In a landmark case, a US jury found that Monsanto knew its Roundup and RangerPro weedkillers were dangerous and failed to warn consumers.
It is the first lawsuit to go to trial alleging a glyphosate link to cancer.
The claimant in the case, groundskeeper DeWayne Johnson, is among more than 5,000 similar plaintiffs across the US.
According to his lawyers, Johnson was diagnosed with non-Hodgkin's lymphoma in 2014 after he regularly used a form of RangerPro while working at a school in Benicia, California.
Jurors found on Friday that the company had acted with "malice" and that its weedkillers contributed "substantially" to Johnson's terminal illness.
Johnson's lawyer, Brent Wisner, said the jury's verdict showed the evidence was "overwhelming".
"When you are right, it is really easy to win," he said, adding that the ruling was just "the tip of the spear" of future legal cases.
Monsanto, however, denied that glyphosate causes cancer and said it will appeal the ruling.
"The jury got it wrong," Monsanto Vice-President Scott Partridge said outside the courthouse in San Francisco.

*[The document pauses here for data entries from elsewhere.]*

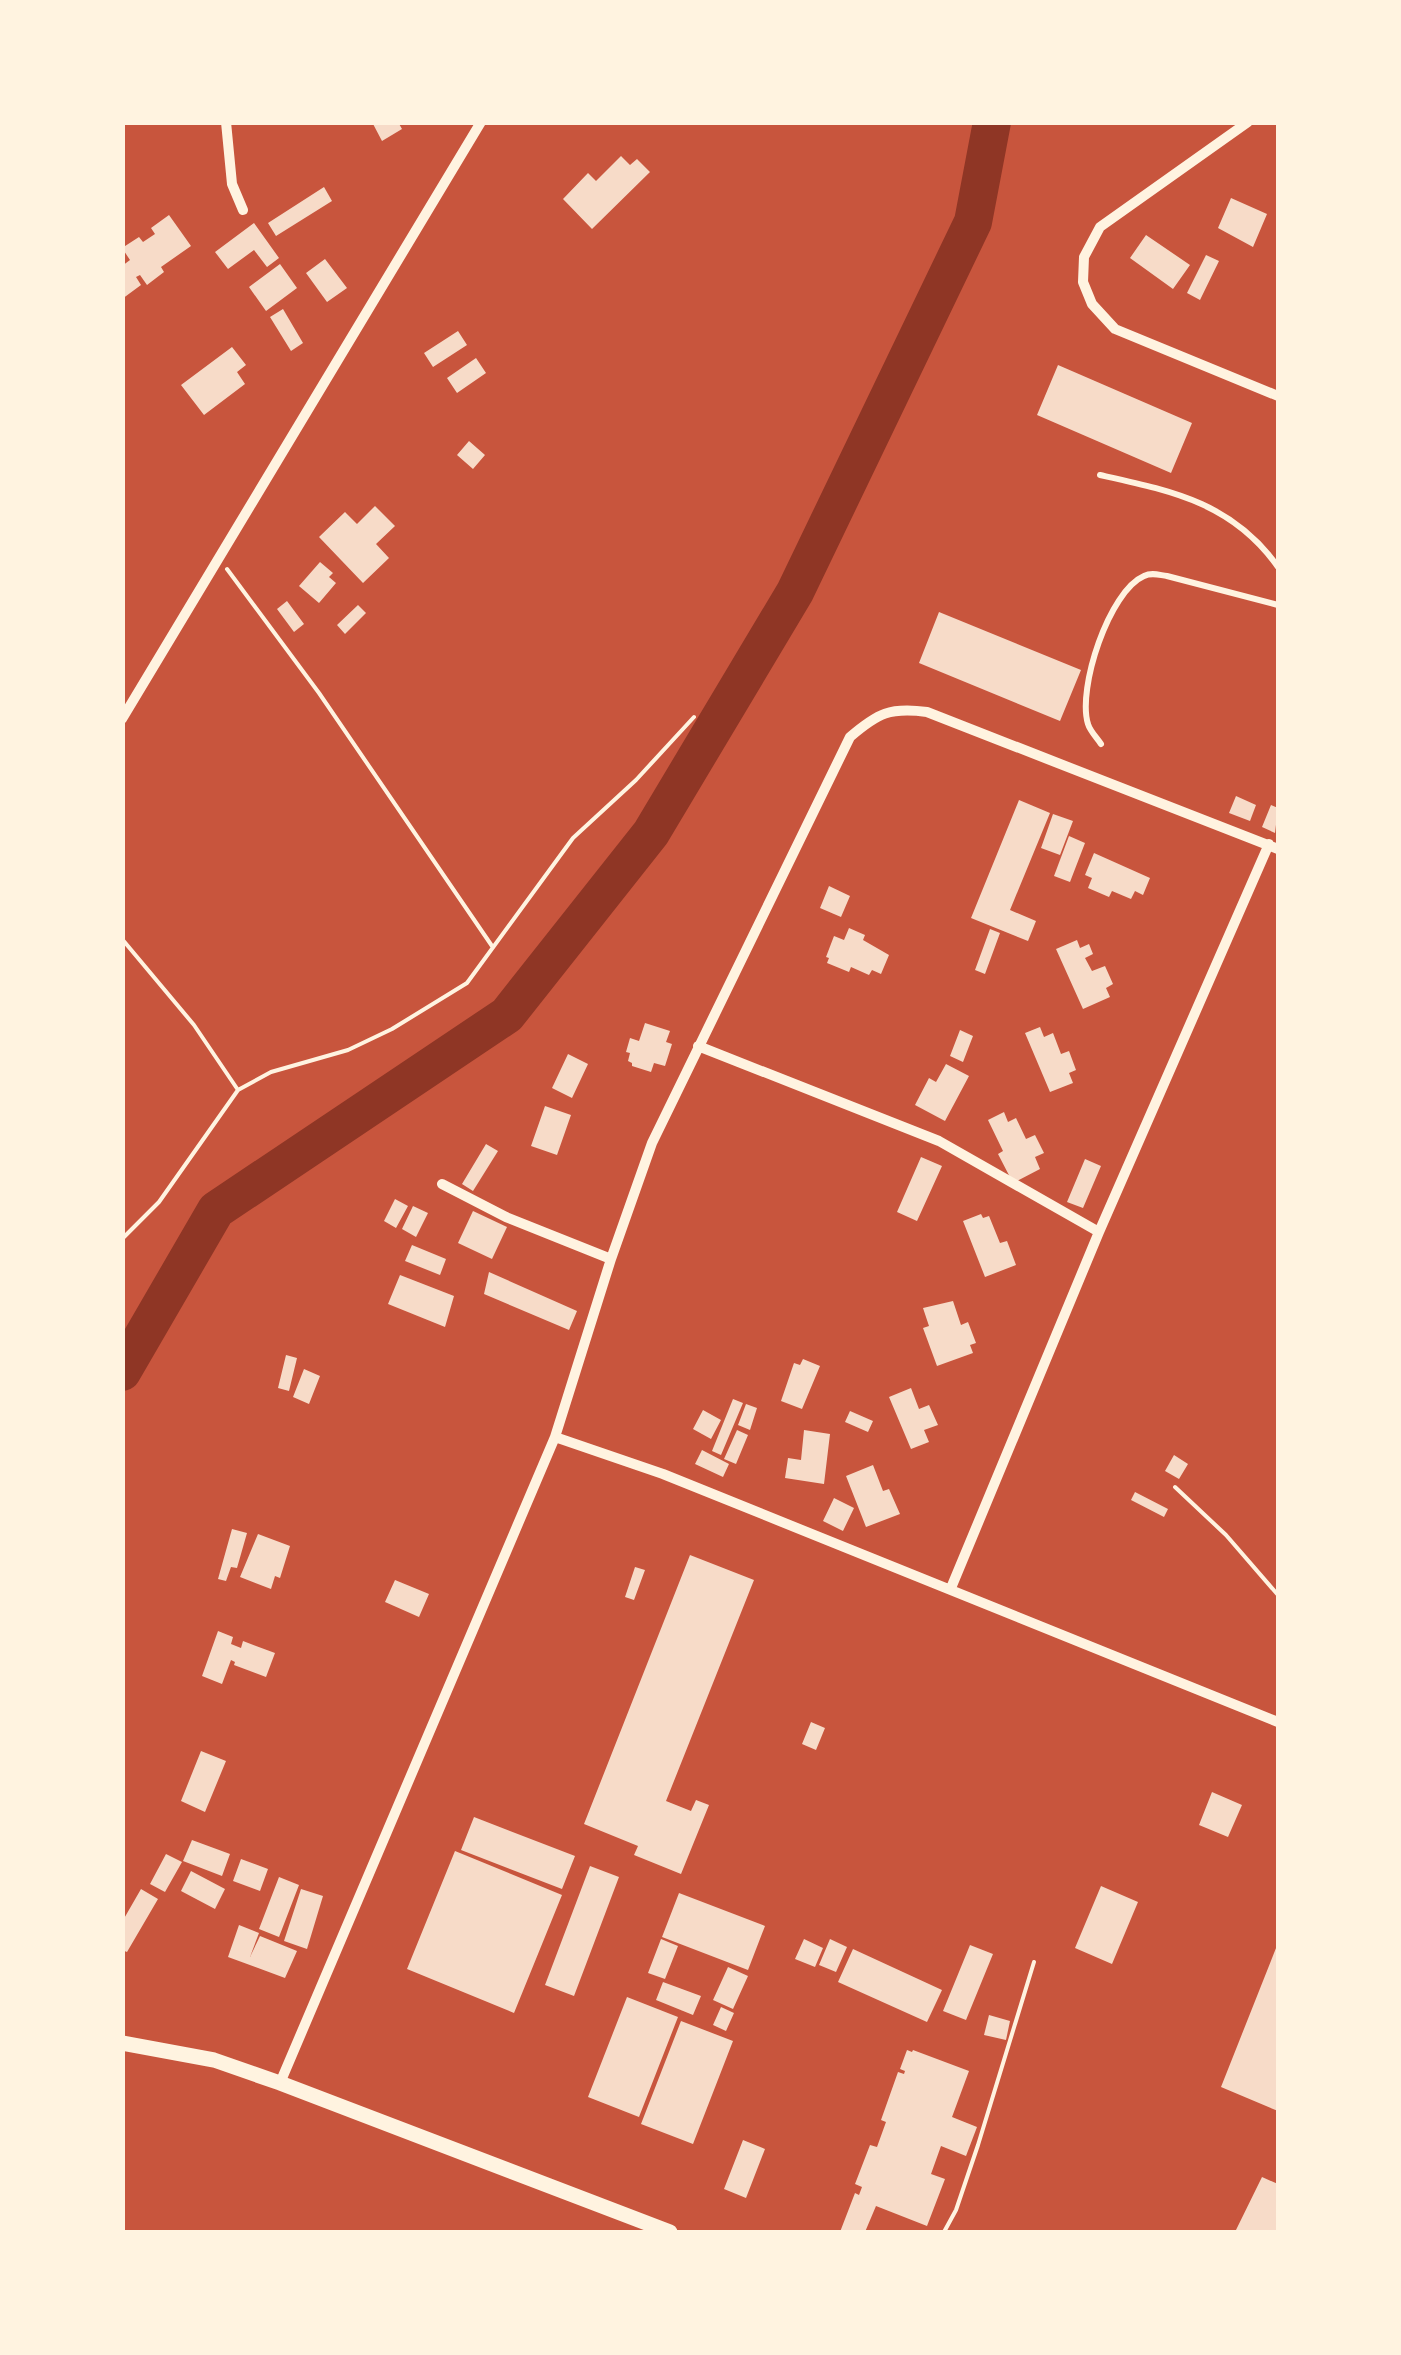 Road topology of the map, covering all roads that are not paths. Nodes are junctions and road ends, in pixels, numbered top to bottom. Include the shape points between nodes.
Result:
1 (226, 122) edge
2 (481, 122) edge
3 (1248, 122) edge
4 (243, 210) dead end
5 (1278, 396) edge
6 (1100, 474) dead end
7 (1278, 567) edge
8 (1278, 605) edge
9 (122, 718) edge
10 (1101, 744) dead end
11 (1274, 846) edge
12 (698, 1046) junction
13 (442, 1184) dead end
14 (1098, 1232) junction
15 (610, 1259) junction
16 (555, 1437) junction
17 (951, 1588) junction
18 (1278, 1722) edge
19 (122, 2043) edge
20 (280, 2083) junction
21 (670, 2232) edge

1 - 4 street via 232,184
2 - 9 street
3 - 5 street via 1100,227 1084,257 1082,282 1115,328
6 - 7 lane via 1171,490 1233,518
8 - 10 lane via 1167,576 1140,577 1101,637 1086,687 1088,725
11 - 12 street via 927,712 898,708 850,737
11 - 14 street
12 - 14 street via 938,1141
12 - 15 street via 652,1143
13 - 15 street
14 - 17 street
15 - 16 street
16 - 17 street
16 - 20 street
17 - 18 street
19 - 20 street via 214,2060
20 - 21 street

Monsanto said in a statement that it was "sympathetic to Mr Johnson and his family" but it would "continue to vigorously defend this product, which has a 40-year history of safe use" while also mentioning the US Environmental Protection Agency or EPA, the US National Institutes of Health and regulatory authorities around the world - supported the fact that glyphosate does not cause cancer.
Correspondents say the California ruling is likely to lead to hundreds of other claims against Monsanto, which was recently bought by the German conglomerate Bayer AG.
Glyphosate is the world's most common weedkiller and the science about its safety is still far from settled.
In 2015 the International Agency for Research on Cancer, the World Health Organisation’s cancer agency concluded that it was “probably carcinogenic to human humans”. But the EPA continues to insist that glyphosate is safe when used carefully.